(Saved data entries)
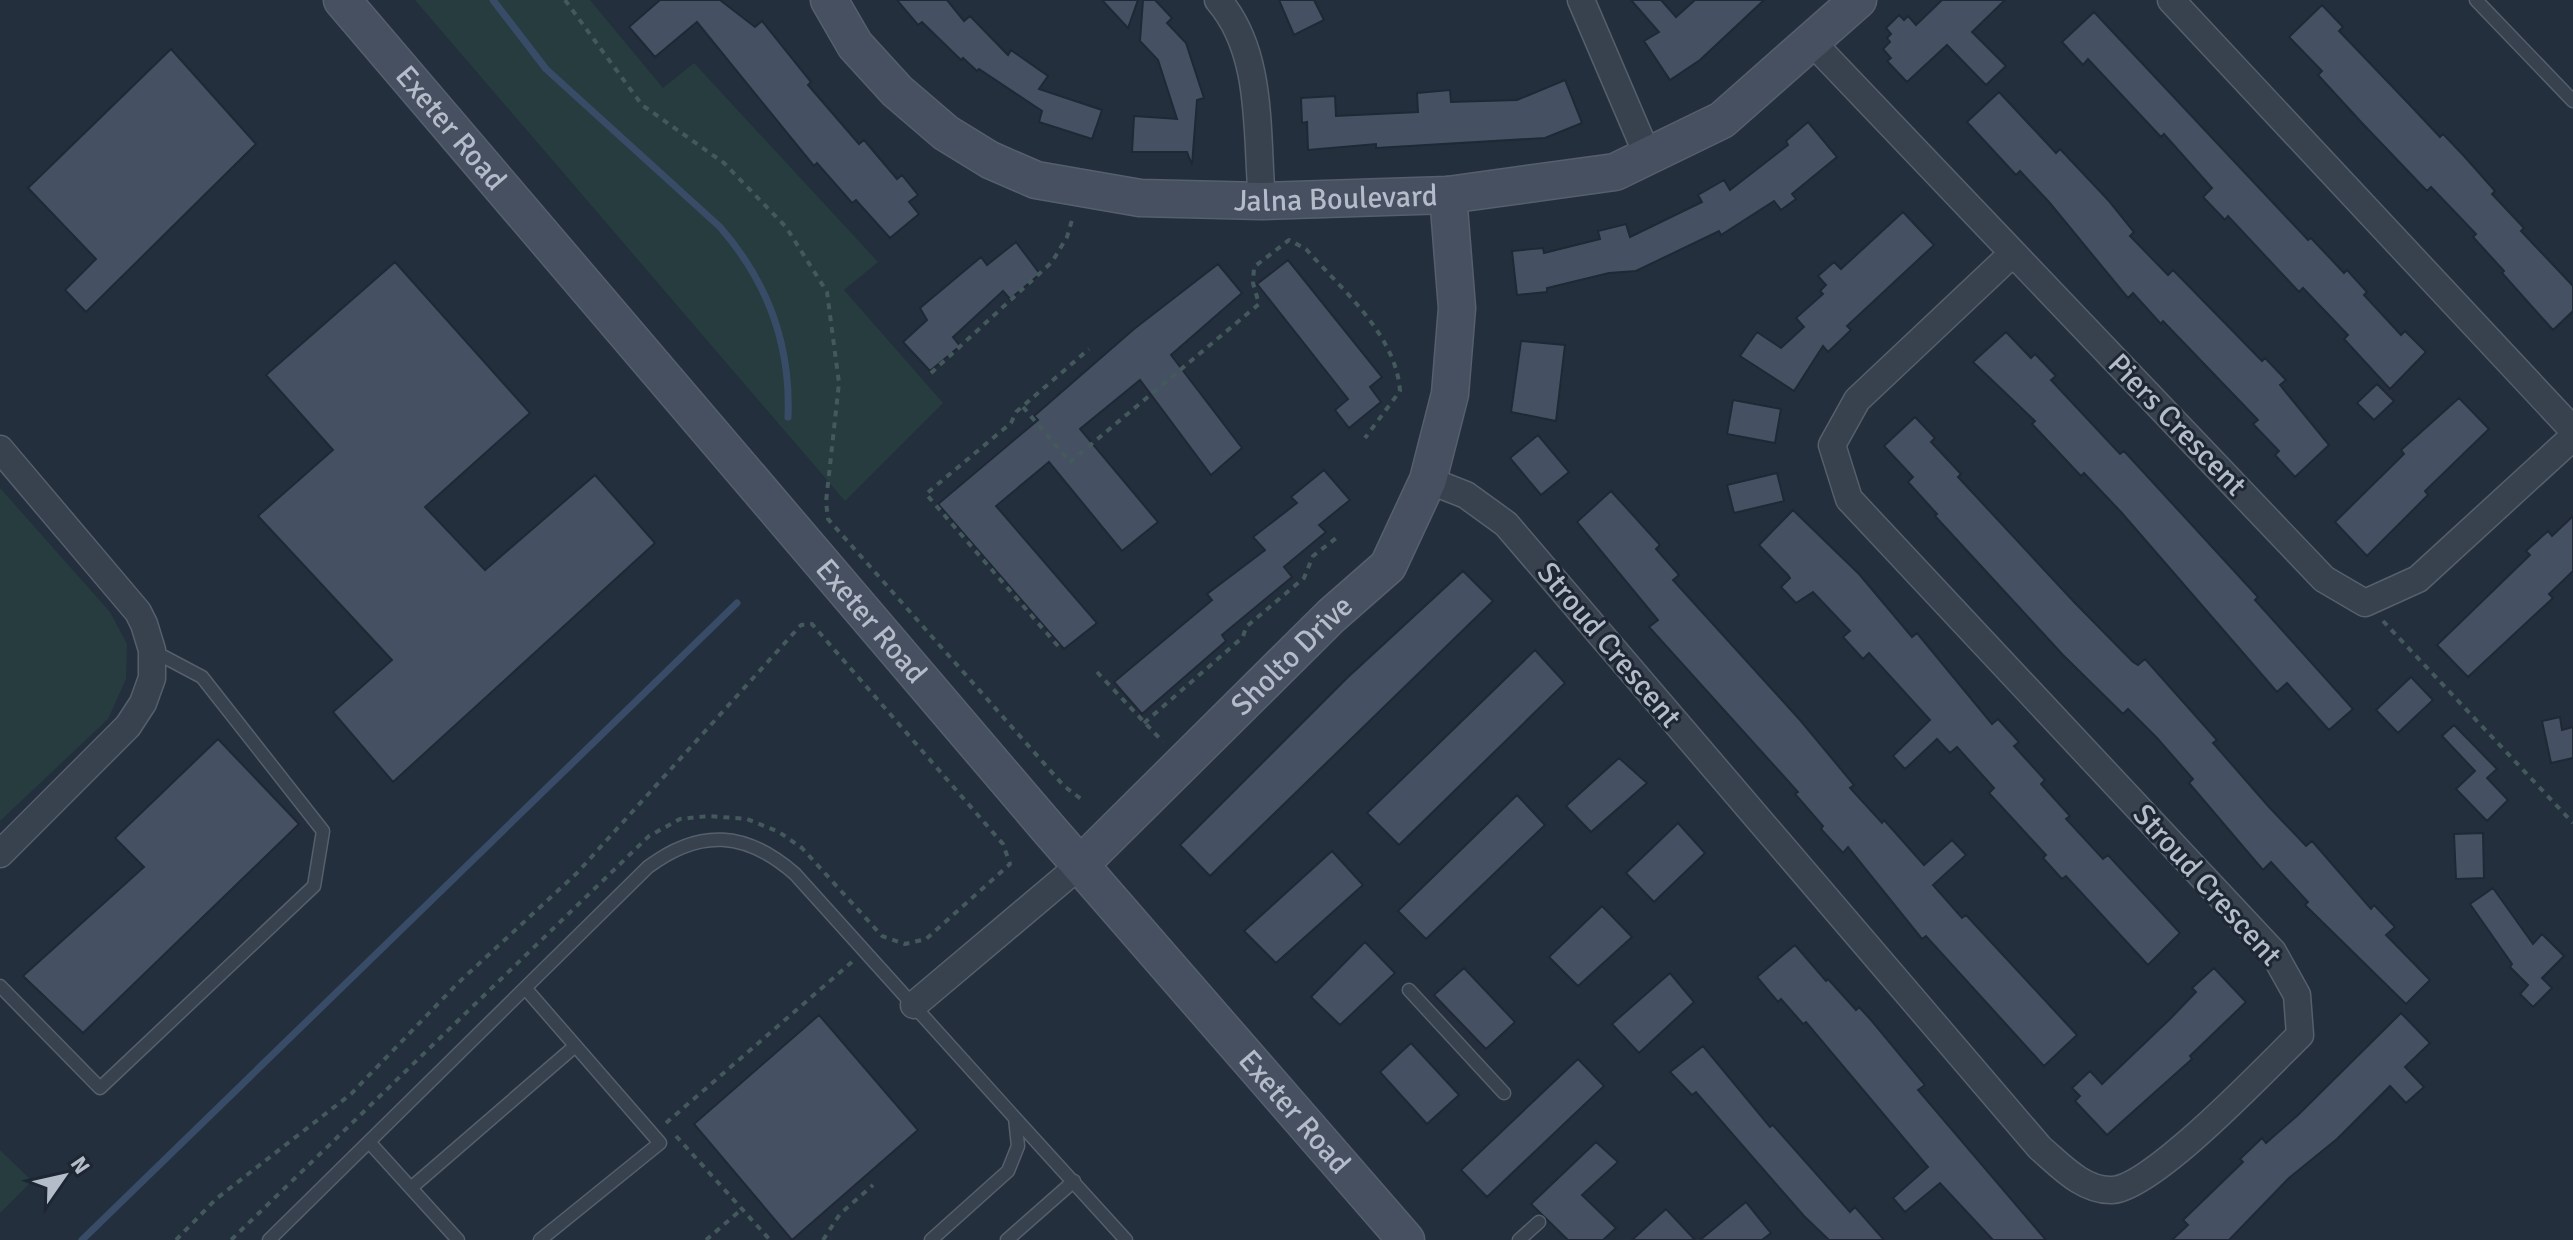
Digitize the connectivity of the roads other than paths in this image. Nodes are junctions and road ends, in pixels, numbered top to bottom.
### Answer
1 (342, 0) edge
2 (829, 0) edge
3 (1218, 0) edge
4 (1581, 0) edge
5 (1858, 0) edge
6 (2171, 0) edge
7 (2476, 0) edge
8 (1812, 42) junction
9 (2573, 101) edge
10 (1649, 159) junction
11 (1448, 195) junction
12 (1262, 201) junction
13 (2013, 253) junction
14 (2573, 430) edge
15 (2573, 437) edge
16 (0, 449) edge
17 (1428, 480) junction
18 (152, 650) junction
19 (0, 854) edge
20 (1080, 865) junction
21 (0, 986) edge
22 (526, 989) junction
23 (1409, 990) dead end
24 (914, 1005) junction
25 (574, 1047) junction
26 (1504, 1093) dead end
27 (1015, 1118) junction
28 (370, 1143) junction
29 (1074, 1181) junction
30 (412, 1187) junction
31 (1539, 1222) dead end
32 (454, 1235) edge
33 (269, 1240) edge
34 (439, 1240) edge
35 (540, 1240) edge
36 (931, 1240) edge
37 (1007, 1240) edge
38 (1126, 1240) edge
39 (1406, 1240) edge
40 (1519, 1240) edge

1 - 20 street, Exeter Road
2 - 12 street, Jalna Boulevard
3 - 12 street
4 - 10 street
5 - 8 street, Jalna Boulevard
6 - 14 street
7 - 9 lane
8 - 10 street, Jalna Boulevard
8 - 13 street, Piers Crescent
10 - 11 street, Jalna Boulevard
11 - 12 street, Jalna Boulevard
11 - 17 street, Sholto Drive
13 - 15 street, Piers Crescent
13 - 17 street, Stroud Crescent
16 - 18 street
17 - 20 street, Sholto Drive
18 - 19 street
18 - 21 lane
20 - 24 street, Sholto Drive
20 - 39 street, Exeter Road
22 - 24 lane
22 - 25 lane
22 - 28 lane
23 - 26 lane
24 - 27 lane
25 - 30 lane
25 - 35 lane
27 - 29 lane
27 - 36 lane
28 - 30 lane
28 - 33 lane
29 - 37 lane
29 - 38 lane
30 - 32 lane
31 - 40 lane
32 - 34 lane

### TASK ITEM
Scan the entries for lines holding the string "Exeter", then copy every one of them.

### RESPONSE
1 - 20 street, Exeter Road
20 - 39 street, Exeter Road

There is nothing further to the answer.